[Stored items]
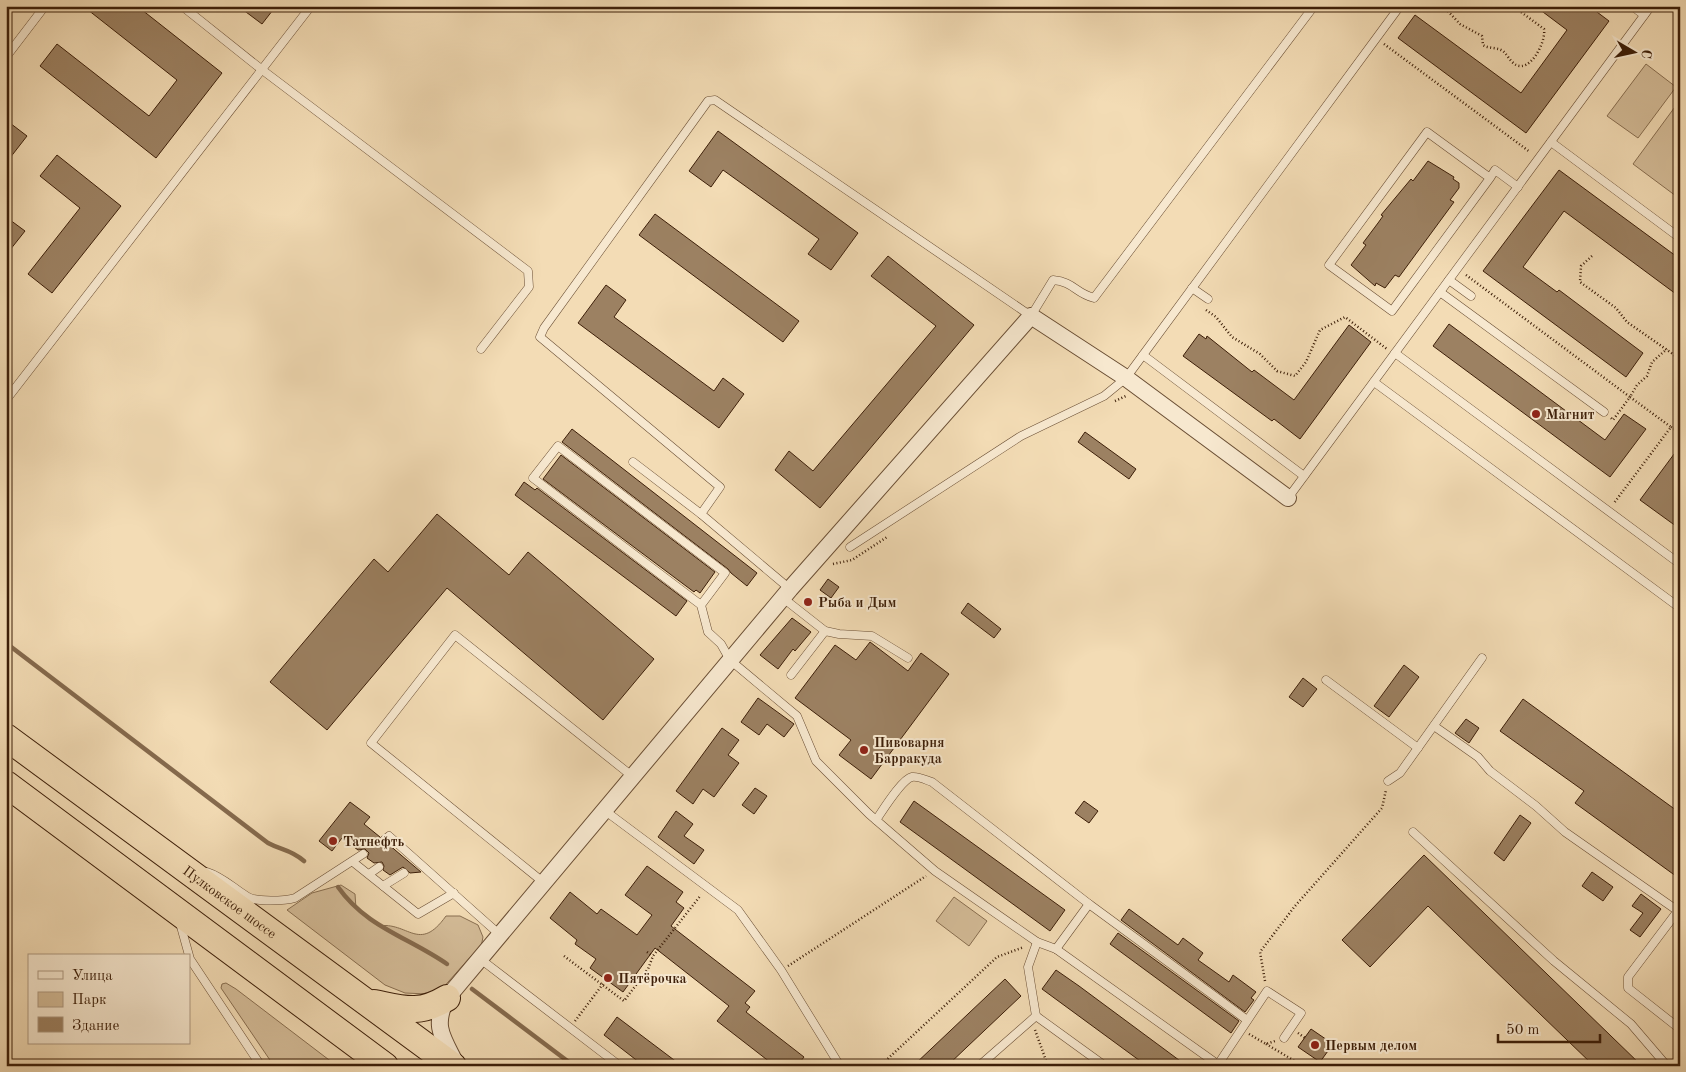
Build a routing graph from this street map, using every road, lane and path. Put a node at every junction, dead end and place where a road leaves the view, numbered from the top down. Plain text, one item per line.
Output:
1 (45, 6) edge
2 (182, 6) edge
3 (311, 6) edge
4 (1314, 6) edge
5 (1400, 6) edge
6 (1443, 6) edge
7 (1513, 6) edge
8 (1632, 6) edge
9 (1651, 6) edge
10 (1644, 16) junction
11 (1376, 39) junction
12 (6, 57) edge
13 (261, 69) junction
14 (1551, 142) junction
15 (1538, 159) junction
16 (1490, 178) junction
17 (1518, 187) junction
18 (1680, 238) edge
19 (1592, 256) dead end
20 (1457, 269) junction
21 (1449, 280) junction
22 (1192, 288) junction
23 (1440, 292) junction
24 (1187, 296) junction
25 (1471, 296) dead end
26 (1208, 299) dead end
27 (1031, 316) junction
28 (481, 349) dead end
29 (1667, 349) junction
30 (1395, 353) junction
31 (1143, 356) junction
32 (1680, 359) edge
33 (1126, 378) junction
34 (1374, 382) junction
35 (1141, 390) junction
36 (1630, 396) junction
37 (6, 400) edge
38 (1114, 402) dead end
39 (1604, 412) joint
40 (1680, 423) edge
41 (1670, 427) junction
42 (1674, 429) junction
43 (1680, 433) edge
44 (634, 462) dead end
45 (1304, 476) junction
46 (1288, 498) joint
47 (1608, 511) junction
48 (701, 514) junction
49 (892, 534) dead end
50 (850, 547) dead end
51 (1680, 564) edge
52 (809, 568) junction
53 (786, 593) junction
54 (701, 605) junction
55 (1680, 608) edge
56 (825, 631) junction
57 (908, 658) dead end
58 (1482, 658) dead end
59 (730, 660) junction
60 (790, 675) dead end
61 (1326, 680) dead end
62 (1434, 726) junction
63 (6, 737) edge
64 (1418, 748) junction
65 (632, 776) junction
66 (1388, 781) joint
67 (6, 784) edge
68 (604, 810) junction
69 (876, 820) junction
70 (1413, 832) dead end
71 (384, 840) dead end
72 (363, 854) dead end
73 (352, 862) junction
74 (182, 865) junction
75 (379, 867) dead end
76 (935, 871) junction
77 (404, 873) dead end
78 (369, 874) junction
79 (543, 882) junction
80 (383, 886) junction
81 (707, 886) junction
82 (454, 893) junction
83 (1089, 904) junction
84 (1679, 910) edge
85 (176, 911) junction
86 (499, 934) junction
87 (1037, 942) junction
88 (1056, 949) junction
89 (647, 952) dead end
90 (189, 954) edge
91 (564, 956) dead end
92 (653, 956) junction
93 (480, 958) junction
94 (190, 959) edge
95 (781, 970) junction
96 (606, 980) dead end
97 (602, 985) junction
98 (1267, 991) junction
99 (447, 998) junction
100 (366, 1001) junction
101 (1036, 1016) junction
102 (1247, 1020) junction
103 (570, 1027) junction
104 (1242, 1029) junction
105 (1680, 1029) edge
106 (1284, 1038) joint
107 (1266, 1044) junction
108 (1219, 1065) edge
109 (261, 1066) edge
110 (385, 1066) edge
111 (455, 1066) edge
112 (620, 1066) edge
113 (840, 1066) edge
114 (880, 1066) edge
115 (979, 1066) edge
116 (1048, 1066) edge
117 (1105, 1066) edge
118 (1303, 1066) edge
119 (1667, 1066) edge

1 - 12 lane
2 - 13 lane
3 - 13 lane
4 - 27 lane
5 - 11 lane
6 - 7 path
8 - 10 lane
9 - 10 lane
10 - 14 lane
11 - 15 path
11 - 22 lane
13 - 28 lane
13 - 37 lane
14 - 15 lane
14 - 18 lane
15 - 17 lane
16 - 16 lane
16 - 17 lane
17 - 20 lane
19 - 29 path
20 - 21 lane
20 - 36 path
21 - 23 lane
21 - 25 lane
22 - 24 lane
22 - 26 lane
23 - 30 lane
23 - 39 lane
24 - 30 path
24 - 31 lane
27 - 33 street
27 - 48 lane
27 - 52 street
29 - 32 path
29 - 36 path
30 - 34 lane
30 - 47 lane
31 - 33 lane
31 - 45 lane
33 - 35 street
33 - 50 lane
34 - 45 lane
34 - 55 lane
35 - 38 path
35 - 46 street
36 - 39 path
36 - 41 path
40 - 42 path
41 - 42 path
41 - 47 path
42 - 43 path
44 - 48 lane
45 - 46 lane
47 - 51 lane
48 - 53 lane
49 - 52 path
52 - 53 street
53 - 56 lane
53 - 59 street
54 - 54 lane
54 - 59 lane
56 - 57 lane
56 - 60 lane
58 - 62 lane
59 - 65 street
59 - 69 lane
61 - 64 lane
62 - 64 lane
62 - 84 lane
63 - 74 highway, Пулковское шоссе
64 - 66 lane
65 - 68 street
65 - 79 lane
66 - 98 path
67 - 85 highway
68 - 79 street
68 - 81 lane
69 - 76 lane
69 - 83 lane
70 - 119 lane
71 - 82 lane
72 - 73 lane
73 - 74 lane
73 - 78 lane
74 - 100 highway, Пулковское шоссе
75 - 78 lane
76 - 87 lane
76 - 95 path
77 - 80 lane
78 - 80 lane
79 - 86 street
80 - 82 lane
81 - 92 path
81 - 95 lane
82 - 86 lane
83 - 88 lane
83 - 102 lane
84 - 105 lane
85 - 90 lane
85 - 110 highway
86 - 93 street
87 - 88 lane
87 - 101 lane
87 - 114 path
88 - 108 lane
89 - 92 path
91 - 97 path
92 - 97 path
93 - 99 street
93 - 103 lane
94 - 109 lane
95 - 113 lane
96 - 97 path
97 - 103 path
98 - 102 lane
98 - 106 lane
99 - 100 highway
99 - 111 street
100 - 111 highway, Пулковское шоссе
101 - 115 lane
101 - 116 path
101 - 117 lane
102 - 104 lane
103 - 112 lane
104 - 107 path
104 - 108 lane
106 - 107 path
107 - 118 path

What needs to be done ▸
The entries above are to be reproduced exactly, with the pictures dropped.

Answer ▸
Build a routing graph from this street map, using every road, lane and path. Put a node at every junction, dead end and place where a road leaves the view, numbered from the top down. Plain text, one item per line.
Output:
1 (45, 6) edge
2 (182, 6) edge
3 (311, 6) edge
4 (1314, 6) edge
5 (1400, 6) edge
6 (1443, 6) edge
7 (1513, 6) edge
8 (1632, 6) edge
9 (1651, 6) edge
10 (1644, 16) junction
11 (1376, 39) junction
12 (6, 57) edge
13 (261, 69) junction
14 (1551, 142) junction
15 (1538, 159) junction
16 (1490, 178) junction
17 (1518, 187) junction
18 (1680, 238) edge
19 (1592, 256) dead end
20 (1457, 269) junction
21 (1449, 280) junction
22 (1192, 288) junction
23 (1440, 292) junction
24 (1187, 296) junction
25 (1471, 296) dead end
26 (1208, 299) dead end
27 (1031, 316) junction
28 (481, 349) dead end
29 (1667, 349) junction
30 (1395, 353) junction
31 (1143, 356) junction
32 (1680, 359) edge
33 (1126, 378) junction
34 (1374, 382) junction
35 (1141, 390) junction
36 (1630, 396) junction
37 (6, 400) edge
38 (1114, 402) dead end
39 (1604, 412) joint
40 (1680, 423) edge
41 (1670, 427) junction
42 (1674, 429) junction
43 (1680, 433) edge
44 (634, 462) dead end
45 (1304, 476) junction
46 (1288, 498) joint
47 (1608, 511) junction
48 (701, 514) junction
49 (892, 534) dead end
50 (850, 547) dead end
51 (1680, 564) edge
52 (809, 568) junction
53 (786, 593) junction
54 (701, 605) junction
55 (1680, 608) edge
56 (825, 631) junction
57 (908, 658) dead end
58 (1482, 658) dead end
59 (730, 660) junction
60 (790, 675) dead end
61 (1326, 680) dead end
62 (1434, 726) junction
63 (6, 737) edge
64 (1418, 748) junction
65 (632, 776) junction
66 (1388, 781) joint
67 (6, 784) edge
68 (604, 810) junction
69 (876, 820) junction
70 (1413, 832) dead end
71 (384, 840) dead end
72 (363, 854) dead end
73 (352, 862) junction
74 (182, 865) junction
75 (379, 867) dead end
76 (935, 871) junction
77 (404, 873) dead end
78 (369, 874) junction
79 (543, 882) junction
80 (383, 886) junction
81 (707, 886) junction
82 (454, 893) junction
83 (1089, 904) junction
84 (1679, 910) edge
85 (176, 911) junction
86 (499, 934) junction
87 (1037, 942) junction
88 (1056, 949) junction
89 (647, 952) dead end
90 (189, 954) edge
91 (564, 956) dead end
92 (653, 956) junction
93 (480, 958) junction
94 (190, 959) edge
95 (781, 970) junction
96 (606, 980) dead end
97 (602, 985) junction
98 (1267, 991) junction
99 (447, 998) junction
100 (366, 1001) junction
101 (1036, 1016) junction
102 (1247, 1020) junction
103 (570, 1027) junction
104 (1242, 1029) junction
105 (1680, 1029) edge
106 (1284, 1038) joint
107 (1266, 1044) junction
108 (1219, 1065) edge
109 (261, 1066) edge
110 (385, 1066) edge
111 (455, 1066) edge
112 (620, 1066) edge
113 (840, 1066) edge
114 (880, 1066) edge
115 (979, 1066) edge
116 (1048, 1066) edge
117 (1105, 1066) edge
118 (1303, 1066) edge
119 (1667, 1066) edge

1 - 12 lane
2 - 13 lane
3 - 13 lane
4 - 27 lane
5 - 11 lane
6 - 7 path
8 - 10 lane
9 - 10 lane
10 - 14 lane
11 - 15 path
11 - 22 lane
13 - 28 lane
13 - 37 lane
14 - 15 lane
14 - 18 lane
15 - 17 lane
16 - 16 lane
16 - 17 lane
17 - 20 lane
19 - 29 path
20 - 21 lane
20 - 36 path
21 - 23 lane
21 - 25 lane
22 - 24 lane
22 - 26 lane
23 - 30 lane
23 - 39 lane
24 - 30 path
24 - 31 lane
27 - 33 street
27 - 48 lane
27 - 52 street
29 - 32 path
29 - 36 path
30 - 34 lane
30 - 47 lane
31 - 33 lane
31 - 45 lane
33 - 35 street
33 - 50 lane
34 - 45 lane
34 - 55 lane
35 - 38 path
35 - 46 street
36 - 39 path
36 - 41 path
40 - 42 path
41 - 42 path
41 - 47 path
42 - 43 path
44 - 48 lane
45 - 46 lane
47 - 51 lane
48 - 53 lane
49 - 52 path
52 - 53 street
53 - 56 lane
53 - 59 street
54 - 54 lane
54 - 59 lane
56 - 57 lane
56 - 60 lane
58 - 62 lane
59 - 65 street
59 - 69 lane
61 - 64 lane
62 - 64 lane
62 - 84 lane
63 - 74 highway, Пулковское шоссе
64 - 66 lane
65 - 68 street
65 - 79 lane
66 - 98 path
67 - 85 highway
68 - 79 street
68 - 81 lane
69 - 76 lane
69 - 83 lane
70 - 119 lane
71 - 82 lane
72 - 73 lane
73 - 74 lane
73 - 78 lane
74 - 100 highway, Пулковское шоссе
75 - 78 lane
76 - 87 lane
76 - 95 path
77 - 80 lane
78 - 80 lane
79 - 86 street
80 - 82 lane
81 - 92 path
81 - 95 lane
82 - 86 lane
83 - 88 lane
83 - 102 lane
84 - 105 lane
85 - 90 lane
85 - 110 highway
86 - 93 street
87 - 88 lane
87 - 101 lane
87 - 114 path
88 - 108 lane
89 - 92 path
91 - 97 path
92 - 97 path
93 - 99 street
93 - 103 lane
94 - 109 lane
95 - 113 lane
96 - 97 path
97 - 103 path
98 - 102 lane
98 - 106 lane
99 - 100 highway
99 - 111 street
100 - 111 highway, Пулковское шоссе
101 - 115 lane
101 - 116 path
101 - 117 lane
102 - 104 lane
103 - 112 lane
104 - 107 path
104 - 108 lane
106 - 107 path
107 - 118 path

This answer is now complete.